» **What to work on**: Output every line from the beginning of the records through the line that contains "Please list the", exactly as it appears.

» **Available data**:
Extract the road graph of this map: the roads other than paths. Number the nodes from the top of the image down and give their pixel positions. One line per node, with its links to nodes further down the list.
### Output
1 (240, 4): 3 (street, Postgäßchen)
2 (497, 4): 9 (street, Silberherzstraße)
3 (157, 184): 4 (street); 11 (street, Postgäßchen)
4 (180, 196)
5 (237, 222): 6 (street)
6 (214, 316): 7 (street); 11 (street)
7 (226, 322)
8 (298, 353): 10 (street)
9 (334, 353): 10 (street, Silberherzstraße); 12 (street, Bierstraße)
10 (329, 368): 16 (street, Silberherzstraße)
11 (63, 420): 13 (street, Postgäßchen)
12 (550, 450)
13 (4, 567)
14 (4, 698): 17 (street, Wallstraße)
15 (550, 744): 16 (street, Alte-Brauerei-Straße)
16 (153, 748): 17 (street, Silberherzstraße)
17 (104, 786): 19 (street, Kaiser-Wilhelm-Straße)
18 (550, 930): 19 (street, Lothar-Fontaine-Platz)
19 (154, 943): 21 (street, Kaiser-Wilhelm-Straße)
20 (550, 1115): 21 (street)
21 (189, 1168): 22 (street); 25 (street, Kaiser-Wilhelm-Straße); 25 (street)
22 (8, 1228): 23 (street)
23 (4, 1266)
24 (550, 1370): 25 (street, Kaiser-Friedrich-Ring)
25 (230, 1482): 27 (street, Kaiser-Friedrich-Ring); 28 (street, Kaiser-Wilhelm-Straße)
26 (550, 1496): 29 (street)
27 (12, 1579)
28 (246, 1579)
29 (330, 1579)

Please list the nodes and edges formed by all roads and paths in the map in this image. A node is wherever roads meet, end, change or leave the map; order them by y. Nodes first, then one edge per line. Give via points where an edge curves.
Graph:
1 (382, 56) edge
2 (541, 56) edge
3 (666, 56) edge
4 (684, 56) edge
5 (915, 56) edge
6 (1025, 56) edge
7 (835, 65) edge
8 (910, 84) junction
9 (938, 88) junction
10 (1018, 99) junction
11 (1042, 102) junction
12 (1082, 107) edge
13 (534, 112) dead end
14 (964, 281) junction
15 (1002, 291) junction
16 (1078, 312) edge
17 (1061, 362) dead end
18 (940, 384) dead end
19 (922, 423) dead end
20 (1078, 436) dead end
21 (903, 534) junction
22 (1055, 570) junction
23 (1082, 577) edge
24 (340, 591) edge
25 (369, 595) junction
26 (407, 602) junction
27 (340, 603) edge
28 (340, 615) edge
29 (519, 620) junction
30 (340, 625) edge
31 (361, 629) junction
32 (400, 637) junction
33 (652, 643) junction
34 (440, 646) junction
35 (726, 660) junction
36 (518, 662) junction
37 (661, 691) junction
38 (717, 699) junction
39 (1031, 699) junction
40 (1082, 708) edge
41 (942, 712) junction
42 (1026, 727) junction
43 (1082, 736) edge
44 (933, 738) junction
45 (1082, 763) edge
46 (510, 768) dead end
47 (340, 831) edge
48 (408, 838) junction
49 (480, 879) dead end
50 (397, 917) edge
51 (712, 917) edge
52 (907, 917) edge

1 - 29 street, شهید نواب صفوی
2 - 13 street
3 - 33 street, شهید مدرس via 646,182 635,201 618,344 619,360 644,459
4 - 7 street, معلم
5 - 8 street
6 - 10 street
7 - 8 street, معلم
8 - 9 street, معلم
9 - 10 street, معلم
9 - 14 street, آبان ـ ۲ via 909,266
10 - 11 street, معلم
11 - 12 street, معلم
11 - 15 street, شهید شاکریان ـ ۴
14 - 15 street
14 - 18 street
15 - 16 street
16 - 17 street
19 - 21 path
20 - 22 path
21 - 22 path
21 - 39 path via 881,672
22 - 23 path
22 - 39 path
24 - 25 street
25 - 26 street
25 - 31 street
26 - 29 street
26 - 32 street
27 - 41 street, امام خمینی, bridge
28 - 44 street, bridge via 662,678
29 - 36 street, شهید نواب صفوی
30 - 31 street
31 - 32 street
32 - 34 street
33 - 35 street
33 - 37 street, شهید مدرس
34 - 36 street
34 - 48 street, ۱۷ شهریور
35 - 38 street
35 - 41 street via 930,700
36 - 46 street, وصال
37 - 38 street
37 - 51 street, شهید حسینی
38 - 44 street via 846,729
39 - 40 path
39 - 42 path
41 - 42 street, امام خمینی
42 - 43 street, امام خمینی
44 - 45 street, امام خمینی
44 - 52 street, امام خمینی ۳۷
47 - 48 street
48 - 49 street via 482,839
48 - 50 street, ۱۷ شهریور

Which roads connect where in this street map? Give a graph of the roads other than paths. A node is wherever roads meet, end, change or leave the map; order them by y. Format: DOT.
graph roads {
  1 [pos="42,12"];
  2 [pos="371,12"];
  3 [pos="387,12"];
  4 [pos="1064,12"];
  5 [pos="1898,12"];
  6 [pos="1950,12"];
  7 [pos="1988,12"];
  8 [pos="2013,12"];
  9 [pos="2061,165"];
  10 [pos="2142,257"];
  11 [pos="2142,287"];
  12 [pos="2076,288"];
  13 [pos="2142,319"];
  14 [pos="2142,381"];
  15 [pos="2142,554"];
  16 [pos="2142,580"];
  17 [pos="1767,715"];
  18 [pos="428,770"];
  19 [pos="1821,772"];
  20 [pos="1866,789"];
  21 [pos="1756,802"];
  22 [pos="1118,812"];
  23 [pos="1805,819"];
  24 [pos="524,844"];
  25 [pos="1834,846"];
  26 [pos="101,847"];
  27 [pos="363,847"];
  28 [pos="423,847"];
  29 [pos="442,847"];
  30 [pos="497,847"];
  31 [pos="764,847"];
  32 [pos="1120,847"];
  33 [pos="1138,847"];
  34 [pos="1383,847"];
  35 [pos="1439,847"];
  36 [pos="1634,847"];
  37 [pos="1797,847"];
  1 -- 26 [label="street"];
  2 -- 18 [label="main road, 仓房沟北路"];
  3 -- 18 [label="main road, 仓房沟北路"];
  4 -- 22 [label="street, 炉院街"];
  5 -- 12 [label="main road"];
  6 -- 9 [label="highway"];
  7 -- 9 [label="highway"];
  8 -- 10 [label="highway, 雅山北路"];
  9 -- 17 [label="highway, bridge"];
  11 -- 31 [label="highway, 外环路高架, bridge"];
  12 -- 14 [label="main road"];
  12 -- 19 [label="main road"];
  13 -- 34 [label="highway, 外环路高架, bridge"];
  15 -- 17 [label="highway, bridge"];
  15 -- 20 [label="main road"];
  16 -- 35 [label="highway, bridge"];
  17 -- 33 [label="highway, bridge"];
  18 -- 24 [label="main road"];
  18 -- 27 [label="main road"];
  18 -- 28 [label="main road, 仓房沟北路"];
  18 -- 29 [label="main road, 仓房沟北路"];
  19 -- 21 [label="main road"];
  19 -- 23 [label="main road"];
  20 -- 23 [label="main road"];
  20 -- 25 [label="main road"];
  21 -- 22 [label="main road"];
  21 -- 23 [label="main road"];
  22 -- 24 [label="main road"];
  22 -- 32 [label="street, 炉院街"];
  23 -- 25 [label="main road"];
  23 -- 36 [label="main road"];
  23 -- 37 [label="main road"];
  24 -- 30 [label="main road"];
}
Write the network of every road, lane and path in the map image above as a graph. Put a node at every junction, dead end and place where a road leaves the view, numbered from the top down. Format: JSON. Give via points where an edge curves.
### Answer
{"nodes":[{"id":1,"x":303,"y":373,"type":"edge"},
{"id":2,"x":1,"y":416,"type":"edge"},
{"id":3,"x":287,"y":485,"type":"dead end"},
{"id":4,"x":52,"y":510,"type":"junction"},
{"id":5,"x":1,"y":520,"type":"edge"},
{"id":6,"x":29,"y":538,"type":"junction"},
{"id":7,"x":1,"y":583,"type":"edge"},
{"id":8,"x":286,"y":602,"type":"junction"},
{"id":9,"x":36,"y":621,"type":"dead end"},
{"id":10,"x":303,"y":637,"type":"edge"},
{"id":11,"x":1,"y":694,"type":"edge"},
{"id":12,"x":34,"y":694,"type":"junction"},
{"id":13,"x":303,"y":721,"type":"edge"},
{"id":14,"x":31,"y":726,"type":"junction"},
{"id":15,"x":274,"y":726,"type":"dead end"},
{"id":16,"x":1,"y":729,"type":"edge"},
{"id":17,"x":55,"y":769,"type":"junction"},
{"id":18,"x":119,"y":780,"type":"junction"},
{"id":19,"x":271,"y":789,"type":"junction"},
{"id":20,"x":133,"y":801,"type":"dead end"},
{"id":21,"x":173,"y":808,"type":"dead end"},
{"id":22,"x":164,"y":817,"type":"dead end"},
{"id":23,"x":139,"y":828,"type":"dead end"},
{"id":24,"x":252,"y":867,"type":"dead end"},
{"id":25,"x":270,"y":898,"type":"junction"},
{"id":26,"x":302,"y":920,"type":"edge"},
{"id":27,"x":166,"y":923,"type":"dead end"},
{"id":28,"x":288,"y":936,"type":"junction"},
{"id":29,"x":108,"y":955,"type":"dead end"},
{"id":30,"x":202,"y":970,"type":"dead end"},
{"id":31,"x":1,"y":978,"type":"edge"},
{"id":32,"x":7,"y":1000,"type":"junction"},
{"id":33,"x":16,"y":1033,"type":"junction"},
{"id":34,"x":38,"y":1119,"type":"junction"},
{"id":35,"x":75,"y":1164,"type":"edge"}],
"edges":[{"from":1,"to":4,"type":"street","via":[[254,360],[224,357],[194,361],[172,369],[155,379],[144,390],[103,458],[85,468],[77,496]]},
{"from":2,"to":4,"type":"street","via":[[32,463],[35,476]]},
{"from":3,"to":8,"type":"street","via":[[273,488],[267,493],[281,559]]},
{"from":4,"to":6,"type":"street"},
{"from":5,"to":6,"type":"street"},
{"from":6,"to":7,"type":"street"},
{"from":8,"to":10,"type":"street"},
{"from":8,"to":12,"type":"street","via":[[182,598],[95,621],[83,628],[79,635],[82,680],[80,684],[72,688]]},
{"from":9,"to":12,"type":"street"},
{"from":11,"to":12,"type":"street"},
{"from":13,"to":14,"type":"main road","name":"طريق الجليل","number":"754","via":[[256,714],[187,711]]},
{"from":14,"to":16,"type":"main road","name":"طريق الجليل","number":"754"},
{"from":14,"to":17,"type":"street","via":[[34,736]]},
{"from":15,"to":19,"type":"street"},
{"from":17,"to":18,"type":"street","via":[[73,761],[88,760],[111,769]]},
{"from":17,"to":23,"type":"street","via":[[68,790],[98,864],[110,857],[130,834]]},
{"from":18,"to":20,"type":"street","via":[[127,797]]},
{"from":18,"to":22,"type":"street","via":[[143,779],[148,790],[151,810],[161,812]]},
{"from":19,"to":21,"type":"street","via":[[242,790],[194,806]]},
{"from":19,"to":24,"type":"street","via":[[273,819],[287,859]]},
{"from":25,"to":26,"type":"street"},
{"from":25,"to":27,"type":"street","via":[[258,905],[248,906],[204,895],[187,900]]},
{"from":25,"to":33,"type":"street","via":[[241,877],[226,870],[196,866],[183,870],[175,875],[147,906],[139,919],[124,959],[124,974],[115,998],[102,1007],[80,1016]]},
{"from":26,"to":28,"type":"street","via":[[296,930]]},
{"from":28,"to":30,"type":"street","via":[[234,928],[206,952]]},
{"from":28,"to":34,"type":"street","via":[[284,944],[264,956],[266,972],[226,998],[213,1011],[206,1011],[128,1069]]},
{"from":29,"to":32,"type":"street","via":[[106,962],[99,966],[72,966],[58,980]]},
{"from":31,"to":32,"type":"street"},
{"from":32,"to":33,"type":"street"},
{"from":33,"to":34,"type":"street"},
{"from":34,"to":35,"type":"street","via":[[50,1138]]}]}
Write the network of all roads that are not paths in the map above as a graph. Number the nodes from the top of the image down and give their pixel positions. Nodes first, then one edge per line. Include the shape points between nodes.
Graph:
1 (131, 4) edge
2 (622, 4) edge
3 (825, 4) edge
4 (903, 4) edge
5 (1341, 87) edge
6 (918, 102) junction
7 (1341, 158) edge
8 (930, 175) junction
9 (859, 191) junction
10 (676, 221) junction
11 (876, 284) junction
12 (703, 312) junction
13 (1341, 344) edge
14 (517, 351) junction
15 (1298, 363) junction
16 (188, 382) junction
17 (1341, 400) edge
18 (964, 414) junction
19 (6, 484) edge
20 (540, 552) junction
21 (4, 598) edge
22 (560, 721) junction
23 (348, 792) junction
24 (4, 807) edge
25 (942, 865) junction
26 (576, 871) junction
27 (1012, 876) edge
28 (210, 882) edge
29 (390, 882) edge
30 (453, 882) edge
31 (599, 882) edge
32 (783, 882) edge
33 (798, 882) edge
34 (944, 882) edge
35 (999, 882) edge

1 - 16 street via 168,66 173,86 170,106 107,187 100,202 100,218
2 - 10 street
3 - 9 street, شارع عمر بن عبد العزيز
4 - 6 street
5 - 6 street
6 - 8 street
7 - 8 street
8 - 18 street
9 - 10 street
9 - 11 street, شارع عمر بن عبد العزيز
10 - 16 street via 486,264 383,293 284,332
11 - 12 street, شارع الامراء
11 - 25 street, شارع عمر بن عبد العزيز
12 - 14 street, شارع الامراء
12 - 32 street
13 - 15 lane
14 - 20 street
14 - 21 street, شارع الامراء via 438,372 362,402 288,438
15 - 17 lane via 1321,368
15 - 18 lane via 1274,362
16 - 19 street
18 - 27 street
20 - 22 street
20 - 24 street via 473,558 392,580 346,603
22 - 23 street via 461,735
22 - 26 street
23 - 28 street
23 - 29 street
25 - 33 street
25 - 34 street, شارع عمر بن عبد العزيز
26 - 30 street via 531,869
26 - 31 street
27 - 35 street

» **Solution for this problem**:
Extract the road graph of this map: the roads other than paths. Number the nodes from the top of the image down and give their pixel positions. One line per node, with its links to nodes further down the list.
### Output
1 (240, 4): 3 (street, Postgäßchen)
2 (497, 4): 9 (street, Silberherzstraße)
3 (157, 184): 4 (street); 11 (street, Postgäßchen)
4 (180, 196)
5 (237, 222): 6 (street)
6 (214, 316): 7 (street); 11 (street)
7 (226, 322)
8 (298, 353): 10 (street)
9 (334, 353): 10 (street, Silberherzstraße); 12 (street, Bierstraße)
10 (329, 368): 16 (street, Silberherzstraße)
11 (63, 420): 13 (street, Postgäßchen)
12 (550, 450)
13 (4, 567)
14 (4, 698): 17 (street, Wallstraße)
15 (550, 744): 16 (street, Alte-Brauerei-Straße)
16 (153, 748): 17 (street, Silberherzstraße)
17 (104, 786): 19 (street, Kaiser-Wilhelm-Straße)
18 (550, 930): 19 (street, Lothar-Fontaine-Platz)
19 (154, 943): 21 (street, Kaiser-Wilhelm-Straße)
20 (550, 1115): 21 (street)
21 (189, 1168): 22 (street); 25 (street, Kaiser-Wilhelm-Straße); 25 (street)
22 (8, 1228): 23 (street)
23 (4, 1266)
24 (550, 1370): 25 (street, Kaiser-Friedrich-Ring)
25 (230, 1482): 27 (street, Kaiser-Friedrich-Ring); 28 (street, Kaiser-Wilhelm-Straße)
26 (550, 1496): 29 (street)
27 (12, 1579)
28 (246, 1579)
29 (330, 1579)

Please list the nodes and edges formed by all roads and paths in the map in this image. A node is wherever roads meet, end, change or leave the map; order them by y. Nodes first, then one edge per line. Give via points where an edge curves.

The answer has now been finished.